I fixed what was needed, but I went overboard because I felt like a whole new person. It trained me to talk and get attention, be liked. It’s huge for someone whose absence did not differ from their presence because they’d go unnoticed anyway and now, suddenly, my world turned around. As draining as it was, I enjoyed being acknowledged. Not only my choice and my wish were considered but also my suggestions were wanted. I was promoted from a pet to a person in my family. Sorry, but being pretentious was to maintain it, to not miss out on what it brought me. I cancelled plans every now and then with lies, but made sure it was only known to me. I was grateful to have you too; I became comfortable with you and thought that at least you can be the one I could freely be myself with. But perhaps I’m the only one who is comfortable with my real self… I noticed the uneasiness from your side and thought I’m too boring for you now. Being clear about it instead of running away from confrontation was the right thing to do. Saying it all in person was a challenge that I wasn’t ready for. But you deserve an explanation, so here it is. We both misunderstood the situation, so the awkwardness between us increased. I hope we can overcome it now….

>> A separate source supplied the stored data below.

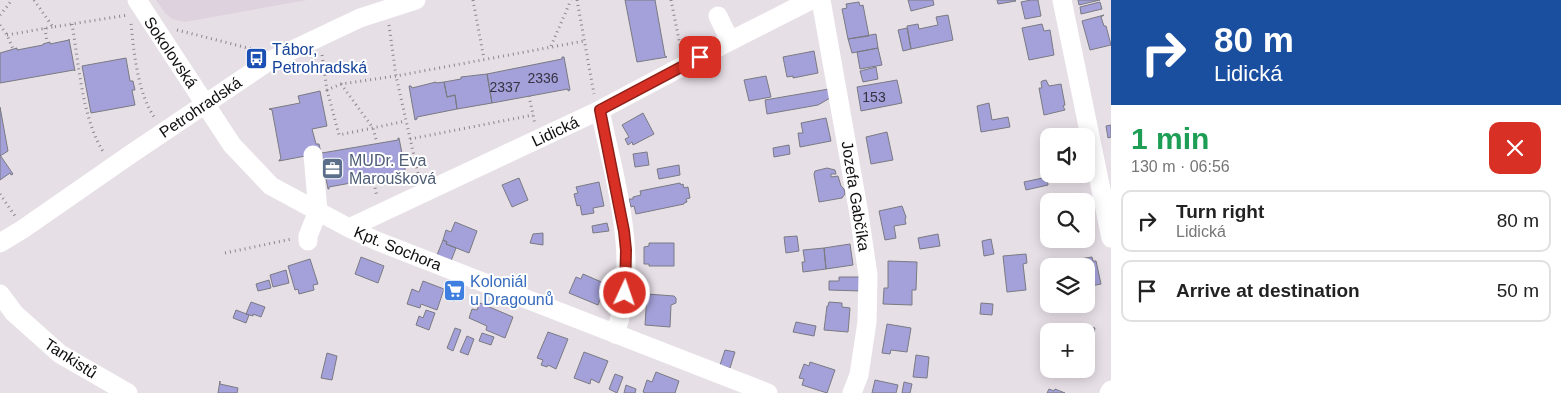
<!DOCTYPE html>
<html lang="en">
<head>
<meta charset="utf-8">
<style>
  :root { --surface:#fff; --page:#f2f2f2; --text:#222; --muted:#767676; --line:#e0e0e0 }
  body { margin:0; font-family:Arial,sans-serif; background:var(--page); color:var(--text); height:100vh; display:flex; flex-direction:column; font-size:19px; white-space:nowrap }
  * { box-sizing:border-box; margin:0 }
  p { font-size:16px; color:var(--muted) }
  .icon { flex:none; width:28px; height:28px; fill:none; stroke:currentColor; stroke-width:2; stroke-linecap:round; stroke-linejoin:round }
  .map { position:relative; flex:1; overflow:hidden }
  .side { display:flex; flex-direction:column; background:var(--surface); width:450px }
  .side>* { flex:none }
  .banner { background:#1a4fa0; color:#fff; overflow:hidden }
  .fabs { position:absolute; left:1040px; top:128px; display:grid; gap:10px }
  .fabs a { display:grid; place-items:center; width:55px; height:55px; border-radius:10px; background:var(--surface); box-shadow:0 2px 12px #0003; font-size:25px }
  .pin { position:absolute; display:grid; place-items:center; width:42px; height:42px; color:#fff; margin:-21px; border-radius:10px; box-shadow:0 2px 8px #0006 }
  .me { position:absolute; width:55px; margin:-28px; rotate:3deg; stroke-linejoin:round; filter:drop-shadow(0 0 4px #0008) }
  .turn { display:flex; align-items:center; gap:18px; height:105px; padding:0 20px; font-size:22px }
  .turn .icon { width:65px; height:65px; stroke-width:2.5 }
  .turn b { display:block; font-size:35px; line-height:42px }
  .round { display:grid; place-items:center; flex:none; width:52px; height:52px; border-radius:10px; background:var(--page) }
  .summary { display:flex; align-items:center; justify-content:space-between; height:85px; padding:0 20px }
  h1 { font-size:30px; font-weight:600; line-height:38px; color:#1e9e55 }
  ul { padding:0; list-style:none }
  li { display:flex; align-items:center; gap:15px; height:62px; margin:0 10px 8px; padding:0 10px; border:2px solid var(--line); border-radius:10px }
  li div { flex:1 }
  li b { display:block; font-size:19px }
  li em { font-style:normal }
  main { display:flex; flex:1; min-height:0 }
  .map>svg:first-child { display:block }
</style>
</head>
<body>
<main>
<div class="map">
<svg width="1111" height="393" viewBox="0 0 1111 393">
  <rect width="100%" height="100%" fill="#e7dfe6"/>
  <path fill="#dfd2df" d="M156,0H307L185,22L172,19L165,13Z"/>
  <path fill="#a4a1da" stroke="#7a7a82" d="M625,0H655L665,56L667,57L637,62Z
    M908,0H933L934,5L911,11Z
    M997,0H1015L1016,1L998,4Z
    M1031,0H1038L1041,16L1025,19L1021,2Z
    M1078,0H1100L1079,5Z
    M859,2L860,6L863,5L869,36L848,39L842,9L847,8L846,4Z
    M1100,2L1102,9L1081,14L1080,7Z
    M948,15L953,40L911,49L907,26L918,24L919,29L938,25L936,17Z
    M1104,15L1101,17L1104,26H1106L1111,45L1090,50L1082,21Z
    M1042,24L1044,31L1050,30L1054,55L1029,60L1022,28Z
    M907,28L911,49L903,51L898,30Z
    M876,34L878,48L852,53L848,39Z
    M69,39L75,71L74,70L0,83V53L17,48V50L43,45V44L50,42V44L69,40Z
    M878,48L882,65L860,69L857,52Z
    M814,51L818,73L793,78V76L787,77L783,57Z
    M562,57H564L570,90L568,91V89L492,103L487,74L562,59Z
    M126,58L130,81H133L135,90H132L135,105L91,113L82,66Z
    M876,67L878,79L863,82L860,71Z
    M487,74L492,103L457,109L455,95L447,97L444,82L461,79V77Z
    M766,76L771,97L749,101L744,80Z
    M897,80L902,103L861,111L857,87Z
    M1046,80L1049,86L1061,84L1065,105L1063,106L1065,110L1044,115L1039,88H1042L1041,82L1042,81Z
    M436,82V83L444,82L447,97L455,95L457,109L417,117V119L415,120L409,86H411L412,88Z
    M829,89L830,98L818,105L767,114L765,100Z
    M320,91L327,126L312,129L316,144H319L321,153L279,161V160L281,159L272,110L269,109L300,103L298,96Z
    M989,103L992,120L1008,117L1010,127L981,132L977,106Z
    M0,107L8,151L0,156Z
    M643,113L654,134L633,145L632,142L628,145L625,139L629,137L622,125Z
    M826,118L831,141L800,147L798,133H803L801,123Z
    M1111,125V137L1108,138L1106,126Z
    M887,132L893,160L871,164L866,137Z
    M398,138H399L406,174L405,173L329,187V189H328L321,151L322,153L398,140Z
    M789,145L790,154L774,157L773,148Z
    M647,152L649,165L635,167L633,154Z
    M0,155L13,174L11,175L10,173L0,180Z
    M679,165L680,175L659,179L657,169Z
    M827,168L835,170L836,174H831V177L838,176L841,186L844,189L845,194L842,198L819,202L814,174L815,171Z
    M1047,177L1048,185L1026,190L1024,182Z
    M519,178L528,200L512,207L502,185Z
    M599,182L604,206L593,208L594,213L582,215L580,205L577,206L574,194L578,193L576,187Z
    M680,183L681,185L683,184L684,188L688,187L690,198L686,199L687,202L684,203V204L636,214L634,206L631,207L629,199H633V197L641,195L640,191Z
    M902,206L906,217L905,220L906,224L894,226L896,238L885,240L879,211Z
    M455,222L477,231L469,253L446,244L447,242L443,240L446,230L451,232Z
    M607,223L609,231L593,233L592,226Z
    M543,233V245L530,243L533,234Z
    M938,234L940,246L920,249L918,238Z
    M797,236L799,251L786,253L784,237Z
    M991,239L994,254L984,256L982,241Z
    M443,240L447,242L446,244L456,248L451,261L437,255Z
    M649,243H674V266H649V264H644V247L649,246Z
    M850,244L853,265L826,269L824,248Z
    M824,248L826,269L803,272L802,262H805L803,250Z
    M1026,254L1027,263L1023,264L1026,290L1007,292L1003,256Z
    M361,257L384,266L378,283L355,274Z
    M1092,257L1093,261H1096L1101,284L1086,287V266H1073V260Z
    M310,259L318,284L313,285L314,290L299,294L298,289L295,290L288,266Z
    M888,261L917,262L916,290H912V305L883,304L884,288H888Z
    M286,270L289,283L273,287L270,275Z
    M583,274L606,284L598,305L569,293L576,277L581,279Z
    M839,277H860V291L829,290V281H839Z
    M455,278L463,282L454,301L446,298Z
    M269,280L271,288L258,291L256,284Z
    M423,281L444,289L437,310L421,304L420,308L407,304L412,289L419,292Z
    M647,294L674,296L676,298V303L671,305L670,327L645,325Z
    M251,302L265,307L261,317L253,314V316L246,314Z
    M829,302L842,303V307L850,308L848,332L824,330L827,306H828Z
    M480,303L513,317L505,338L486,330L487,326L469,318L472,309L477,310Z
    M981,303L993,304L992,315L980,314Z
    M236,310L249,315L246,323L233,318Z
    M426,310L435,313L429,330L416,325L419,316L423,318Z
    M796,322L816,326L814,336L793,332Z
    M887,324L911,328L907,352L891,350L890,354L882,353Z
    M1072,324L1095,328L1089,359L1086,358V331H1065L1066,326L1072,327Z
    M455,328L461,330L453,351L447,348Z
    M548,332L568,339L556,369L548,365L547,367L541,365L543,360L537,358Z
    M482,333L494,337L491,345L479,341Z
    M467,336L474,339L468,355L460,352Z
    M725,350L735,352L730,368L720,365Z
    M584,352L608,361L599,383L591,379L590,384L574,378Z
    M327,353L337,356L332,380L321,378Z
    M916,355L929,357L927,378L913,377Z
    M810,362L835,370L827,393L802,385L804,379L799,378L804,364L809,366Z
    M656,372L679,381L675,393H646L643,392L647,380L652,382Z
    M615,374L623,377L617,393L609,389Z
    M875,380L898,385L896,393H872Z
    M220,381V384L238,388L237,393H218Z
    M904,382L912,384L910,393H902Z
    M626,385L636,389L635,393H624Z
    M1049,389L1054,391L1055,389L1065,393H1047Z"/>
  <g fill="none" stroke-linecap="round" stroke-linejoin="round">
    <path stroke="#8c878b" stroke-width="3" stroke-dasharray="1 4" stroke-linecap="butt" d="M34,0L53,27L128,15
      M473,0L484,59
      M577,0L594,94
      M671,0L681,50
      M0,15L12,0
      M72,24C79,64 82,119 104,153
      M131,24C134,53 138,95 155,118
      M0,25L7,35L13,49
      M389,25L396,76L419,178
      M45,28L47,43
      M177,30L256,50
      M7,35L53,27
      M551,46L571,0
      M322,55L327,90L341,84L396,76L584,41
      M341,84L373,128L377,143
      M327,90L339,135L406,121
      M529,96L535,124
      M410,139L533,115
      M373,178L377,197
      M0,194L15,216
      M225,253L292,239"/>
    <path stroke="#fff" stroke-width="19" d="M137,0L232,145L271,186L349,228L377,241L768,393
      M821,0L859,214L868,275L867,322L859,375L852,393
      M1062,0L1111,238
      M718,16L730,41
      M600,110C615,183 641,261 615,334
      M349,228L600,110L730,41L811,0
      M308,241V236L318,211L313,155
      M0,243L23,229L131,154L269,61L360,18L416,0
      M0,294L14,313L60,354L128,393
      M1109,393L1111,390"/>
  </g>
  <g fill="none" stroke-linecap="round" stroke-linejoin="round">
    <defs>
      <path id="route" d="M625,293L626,250L624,231L600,110L700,57"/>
    </defs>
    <use href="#route" stroke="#8d1f18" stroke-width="12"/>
    <use href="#route" stroke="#d93025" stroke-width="9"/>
  </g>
  <defs>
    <symbol id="bus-square" viewBox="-11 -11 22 22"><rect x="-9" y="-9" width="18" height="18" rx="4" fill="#1a4fb4" stroke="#fff"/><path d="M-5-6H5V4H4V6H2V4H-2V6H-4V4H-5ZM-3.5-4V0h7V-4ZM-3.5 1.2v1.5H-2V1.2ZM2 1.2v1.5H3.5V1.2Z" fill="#fff"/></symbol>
    <symbol id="office-square" viewBox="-11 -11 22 22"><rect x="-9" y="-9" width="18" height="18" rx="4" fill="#5c6f8a" stroke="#fff"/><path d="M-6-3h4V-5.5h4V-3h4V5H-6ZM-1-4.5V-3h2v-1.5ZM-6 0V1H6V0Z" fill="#fff"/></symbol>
    <symbol id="supermarket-square" viewBox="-11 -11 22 22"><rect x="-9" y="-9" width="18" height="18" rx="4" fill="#3f7fe0" stroke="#fff"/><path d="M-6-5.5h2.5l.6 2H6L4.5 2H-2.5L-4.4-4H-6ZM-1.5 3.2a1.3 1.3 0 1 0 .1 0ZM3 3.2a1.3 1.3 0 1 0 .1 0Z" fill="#fff"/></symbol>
  </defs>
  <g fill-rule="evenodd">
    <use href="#bus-square" x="244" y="46" width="25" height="25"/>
    <use href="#office-square" x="320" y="156" width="25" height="25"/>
    <use href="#supermarket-square" x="442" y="278" width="25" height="25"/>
  </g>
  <g text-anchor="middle" stroke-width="4" stroke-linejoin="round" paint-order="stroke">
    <g font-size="14" fill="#353342">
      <text x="543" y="83">2336</text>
      <text x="505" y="92">2337</text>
      <text x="874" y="102">153</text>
    </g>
    <g font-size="16" fill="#164399" stroke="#fff" text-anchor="start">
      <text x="272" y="55">Tábor,<tspan x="272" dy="18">Petrohradská</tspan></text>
    </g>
    <g font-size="16" fill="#100e10" stroke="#fff">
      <text transform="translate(171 52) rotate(56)" y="6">Sokolovská</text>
      <text transform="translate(200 107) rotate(-34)" y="6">Petrohradská</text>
      <text transform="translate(555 131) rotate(-25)" y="6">Lidická</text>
      <text transform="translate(856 196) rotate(81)" y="6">Jozefa Gabčíka</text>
      <text transform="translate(398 248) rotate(22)" y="6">Kpt. Sochora</text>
      <text transform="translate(71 358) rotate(33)" y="6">Tankistů</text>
    </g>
    <g font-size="16" fill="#4e5e75" stroke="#fff" text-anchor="start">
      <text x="349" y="166">MUDr. Eva<tspan x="349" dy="18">Maroušková</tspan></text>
    </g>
    <g font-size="16" fill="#366cbe" stroke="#fff" text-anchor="start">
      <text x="470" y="287">Koloniál<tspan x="470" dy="18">u Dragounů</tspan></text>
    </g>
  </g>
</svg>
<div class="fabs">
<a><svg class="icon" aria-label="sound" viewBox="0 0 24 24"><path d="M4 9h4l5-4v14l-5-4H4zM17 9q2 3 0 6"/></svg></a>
<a><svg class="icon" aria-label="search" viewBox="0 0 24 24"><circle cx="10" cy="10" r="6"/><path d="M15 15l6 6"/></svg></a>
<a><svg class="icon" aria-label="layers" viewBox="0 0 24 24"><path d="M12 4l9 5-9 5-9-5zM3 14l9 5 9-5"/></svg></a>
<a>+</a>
</div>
<div class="pin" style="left:700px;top:57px;background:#d93025"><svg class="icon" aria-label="arrive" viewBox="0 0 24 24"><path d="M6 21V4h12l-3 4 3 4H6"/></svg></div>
<svg class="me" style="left:625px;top:293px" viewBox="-20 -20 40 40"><circle r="17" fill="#d93025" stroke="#fff" stroke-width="3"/><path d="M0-11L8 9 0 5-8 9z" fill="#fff"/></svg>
</div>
<section class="side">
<div class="banner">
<div class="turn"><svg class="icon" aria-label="right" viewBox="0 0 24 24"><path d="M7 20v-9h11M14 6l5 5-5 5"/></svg><div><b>80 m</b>Lidická</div></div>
</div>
<div class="summary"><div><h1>1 min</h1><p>130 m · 06:56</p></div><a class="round" style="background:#d93025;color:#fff"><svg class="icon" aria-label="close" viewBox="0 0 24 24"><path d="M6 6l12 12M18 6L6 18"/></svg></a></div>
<ul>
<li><svg class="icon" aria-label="right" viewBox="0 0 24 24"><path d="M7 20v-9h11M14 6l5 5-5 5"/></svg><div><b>Turn right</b><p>Lidická</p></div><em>80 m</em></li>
<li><svg class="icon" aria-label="arrive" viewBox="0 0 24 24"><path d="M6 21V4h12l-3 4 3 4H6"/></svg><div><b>Arrive at destination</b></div><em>50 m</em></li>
</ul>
</section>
</main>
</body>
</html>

Deena stared at the screen for a while after reading that email. She felt sorry, angry, amused all at once. Cutting the trip short, she went back to the hostel that night.
“I knew you lied about your plans! Why would you lie?” Deena said to Sofia as soon as she found her in the room.
“I didn’t lie, I just cancelled those plans because I was too bothered by our last conversation…. I didn’t feel like going anywhere…” Sofia replied.
“You made me read a huge email on my vacation!”
They both laughed after a brief pause, then hugged each other.
“I am sorry about the misunderstanding.” Sofia murmured.
“I am also sorry about doubting you. We can respect each other’s differences. None of it will impede our friendship.” Deena responded.
They both talked for a while and then went for a walk around the campus.
“You have all that it takes. The confidence, the skill and personality. But you must not go overboard. If you need the alone time, take it all. You don’t have to give up being yourself. Strike the balance that prevents this extreme fall and rise.” Deena said in a soft voice as they walked.
“It’s like a student teaching the teacher.” Sofia nodded and said with a smile.
“That’s because you were a brilliant teacher.” Deena chuckled.
Knowing each other well and save each other while overcoming their insecurities is how Deena and Sofia connected and the patience, understanding and respect for each other’s differences gave them the space that they needed to be themselves with confidence and comfort as best friends.